### ACTION ITEM
Copy every record below exactly as written, but leave out the pictures.

### SOURCE DATA
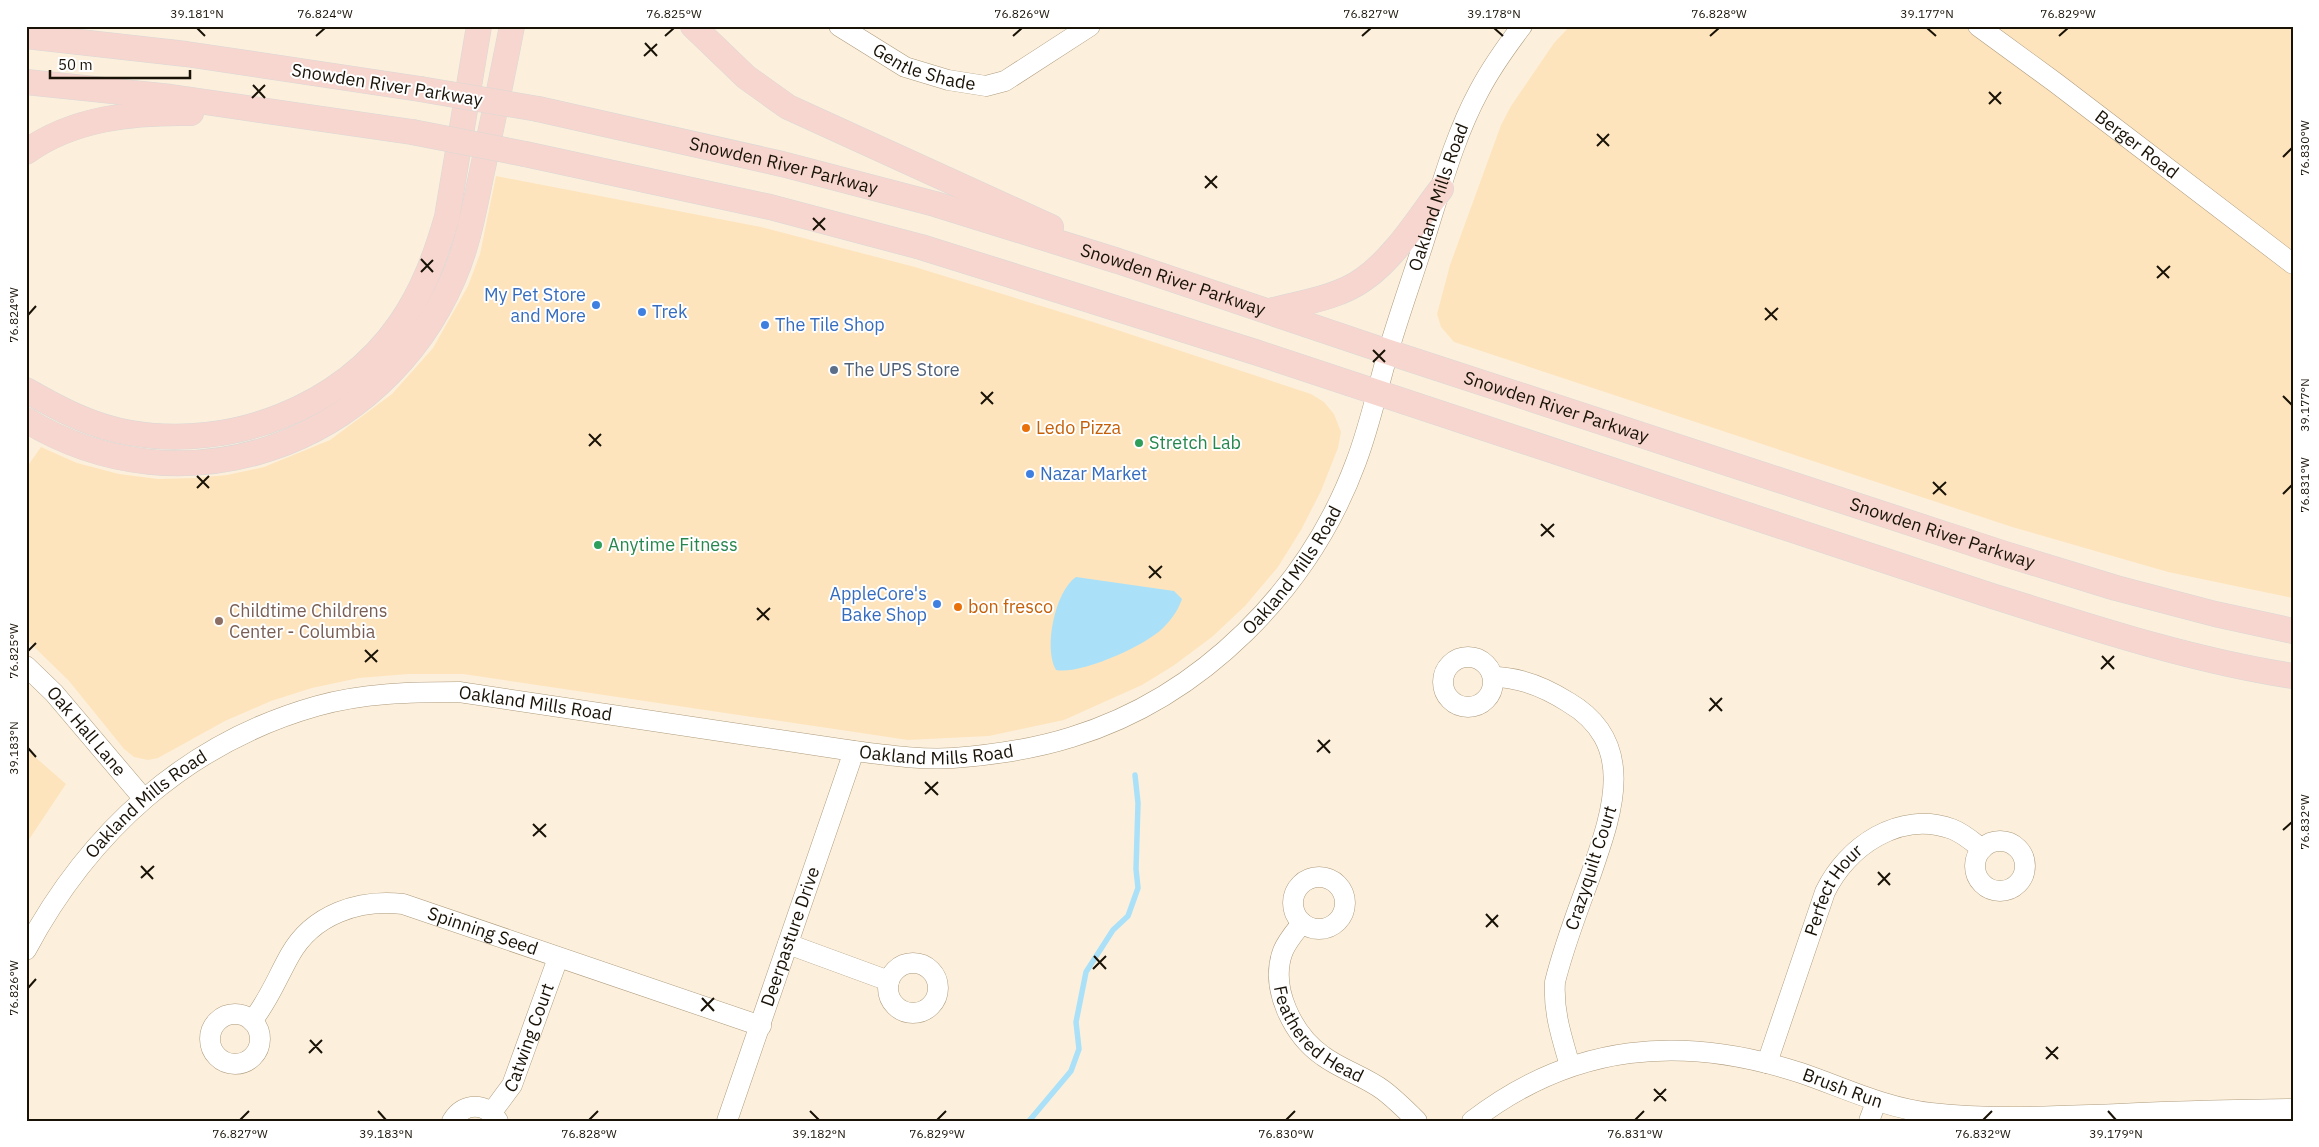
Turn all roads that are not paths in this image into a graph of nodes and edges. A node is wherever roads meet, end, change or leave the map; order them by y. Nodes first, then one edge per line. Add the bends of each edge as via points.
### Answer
1 (78, 26) edge
2 (101, 26) edge
3 (479, 26) edge
4 (512, 26) edge
5 (693, 26) edge
6 (839, 26) edge
7 (1090, 26) edge
8 (1522, 26) edge
9 (1978, 26) edge
10 (26, 36) edge
11 (26, 82) edge
12 (308, 116) junction
13 (26, 152) edge
14 (1441, 189) junction
15 (1118, 261) junction
16 (2293, 264) edge
17 (1270, 311) junction
18 (1388, 352) junction
19 (26, 390) edge
20 (1376, 393) junction
21 (26, 420) edge
22 (2293, 631) edge
23 (26, 666) edge
24 (2293, 676) edge
25 (1493, 677) dead end
26 (854, 751) junction
27 (143, 798) junction
28 (1982, 849) dead end
29 (1302, 923) dead end
30 (788, 944) junction
31 (26, 950) edge
32 (558, 958) junction
33 (889, 981) dead end
34 (252, 1021) dead end
35 (761, 1026) junction
36 (1767, 1063) junction
37 (1570, 1066) junction
38 (1876, 1102) junction
39 (2293, 1109) edge
40 (495, 1117) edge
41 (452, 1121) edge
42 (728, 1121) edge
43 (1417, 1121) edge
44 (1472, 1121) edge
45 (1869, 1121) edge

1 - 2 main road
3 - 19 main road via 448,217 439,245 415,301 400,325 364,365 337,386 282,416 253,428 196,436 130,433 63,411
4 - 21 main road via 472,222 453,278 437,311 402,362 354,406 294,441 226,460 162,463 85,448 50,435
5 - 15 main road via 746,78 788,107 1023,213
6 - 7 street, Gentle Shade via 911,69 969,85 986,86 1005,81
8 - 14 street, Oakland Mills Road via 1478,92
9 - 16 street, Berger Road
10 - 15 main road, Snowden River Parkway, bridge via 186,54 538,109 792,166 935,204
11 - 12 main road
12 - 13 main road via 161,112 113,118 73,127 45,138
12 - 20 main road, bridge via 525,154 770,207 921,247
14 - 17 main road via 1394,250 1363,280 1324,297
14 - 18 street, Oakland Mills Road
15 - 17 main road, Snowden River Parkway
17 - 18 main road, Snowden River Parkway
18 - 20 street, Oakland Mills Road
18 - 22 main road, Snowden River Parkway via 2005,554 2116,588
20 - 24 main road via 2100,629
20 - 26 street, Oakland Mills Road via 1357,460 1320,540 1294,578 1259,619 1225,651 1186,680 1111,723 1033,747 951,758
23 - 27 street, Oak Hall Lane via 54,693
25 - 37 street, Crazyquilt Court via 1509,677 1524,682 1575,706 1598,728 1615,773 1612,808 1555,982 1557,1020
26 - 27 street, Oakland Mills Road via 459,692 408,692 317,706 273,721 232,738
26 - 30 street, Deerpasture Drive
27 - 31 street, Oakland Mills Road via 93,850 65,885
28 - 36 street, Perfect Hour via 1952,829 1918,824 1884,832 1868,840 1844,862 1825,892
29 - 43 street, Feathered Head via 1285,946 1279,966 1284,1001 1292,1021 1321,1055 1384,1090
30 - 33 street
30 - 35 street, Deerpasture Drive
32 - 34 street, Spinning Seed via 402,904 361,903 328,918 304,937 291,953 265,1006
32 - 35 street, Spinning Seed
32 - 40 street, Catwing Court via 512,1085
35 - 42 street, Deerpasture Drive
36 - 37 street, Brush Run via 1700,1050 1638,1051
36 - 38 street, Brush Run
37 - 44 street, Brush Run via 1513,1092
38 - 39 street, Brush Run via 1929,1113 1972,1117
38 - 45 street
40 - 41 street, Catwing Court via 482,1107 473,1106 457,1113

### ANSWER TO THIS PROBLEM
Turn all roads that are not paths in this image into a graph of nodes and edges. A node is wherever roads meet, end, change or leave the map; order them by y. Nodes first, then one edge per line. Add the bends of each edge as via points.
### Answer
1 (78, 26) edge
2 (101, 26) edge
3 (479, 26) edge
4 (512, 26) edge
5 (693, 26) edge
6 (839, 26) edge
7 (1090, 26) edge
8 (1522, 26) edge
9 (1978, 26) edge
10 (26, 36) edge
11 (26, 82) edge
12 (308, 116) junction
13 (26, 152) edge
14 (1441, 189) junction
15 (1118, 261) junction
16 (2293, 264) edge
17 (1270, 311) junction
18 (1388, 352) junction
19 (26, 390) edge
20 (1376, 393) junction
21 (26, 420) edge
22 (2293, 631) edge
23 (26, 666) edge
24 (2293, 676) edge
25 (1493, 677) dead end
26 (854, 751) junction
27 (143, 798) junction
28 (1982, 849) dead end
29 (1302, 923) dead end
30 (788, 944) junction
31 (26, 950) edge
32 (558, 958) junction
33 (889, 981) dead end
34 (252, 1021) dead end
35 (761, 1026) junction
36 (1767, 1063) junction
37 (1570, 1066) junction
38 (1876, 1102) junction
39 (2293, 1109) edge
40 (495, 1117) edge
41 (452, 1121) edge
42 (728, 1121) edge
43 (1417, 1121) edge
44 (1472, 1121) edge
45 (1869, 1121) edge

1 - 2 main road
3 - 19 main road via 448,217 439,245 415,301 400,325 364,365 337,386 282,416 253,428 196,436 130,433 63,411
4 - 21 main road via 472,222 453,278 437,311 402,362 354,406 294,441 226,460 162,463 85,448 50,435
5 - 15 main road via 746,78 788,107 1023,213
6 - 7 street, Gentle Shade via 911,69 969,85 986,86 1005,81
8 - 14 street, Oakland Mills Road via 1478,92
9 - 16 street, Berger Road
10 - 15 main road, Snowden River Parkway, bridge via 186,54 538,109 792,166 935,204
11 - 12 main road
12 - 13 main road via 161,112 113,118 73,127 45,138
12 - 20 main road, bridge via 525,154 770,207 921,247
14 - 17 main road via 1394,250 1363,280 1324,297
14 - 18 street, Oakland Mills Road
15 - 17 main road, Snowden River Parkway
17 - 18 main road, Snowden River Parkway
18 - 20 street, Oakland Mills Road
18 - 22 main road, Snowden River Parkway via 2005,554 2116,588
20 - 24 main road via 2100,629
20 - 26 street, Oakland Mills Road via 1357,460 1320,540 1294,578 1259,619 1225,651 1186,680 1111,723 1033,747 951,758
23 - 27 street, Oak Hall Lane via 54,693
25 - 37 street, Crazyquilt Court via 1509,677 1524,682 1575,706 1598,728 1615,773 1612,808 1555,982 1557,1020
26 - 27 street, Oakland Mills Road via 459,692 408,692 317,706 273,721 232,738
26 - 30 street, Deerpasture Drive
27 - 31 street, Oakland Mills Road via 93,850 65,885
28 - 36 street, Perfect Hour via 1952,829 1918,824 1884,832 1868,840 1844,862 1825,892
29 - 43 street, Feathered Head via 1285,946 1279,966 1284,1001 1292,1021 1321,1055 1384,1090
30 - 33 street
30 - 35 street, Deerpasture Drive
32 - 34 street, Spinning Seed via 402,904 361,903 328,918 304,937 291,953 265,1006
32 - 35 street, Spinning Seed
32 - 40 street, Catwing Court via 512,1085
35 - 42 street, Deerpasture Drive
36 - 37 street, Brush Run via 1700,1050 1638,1051
36 - 38 street, Brush Run
37 - 44 street, Brush Run via 1513,1092
38 - 39 street, Brush Run via 1929,1113 1972,1117
38 - 45 street
40 - 41 street, Catwing Court via 482,1107 473,1106 457,1113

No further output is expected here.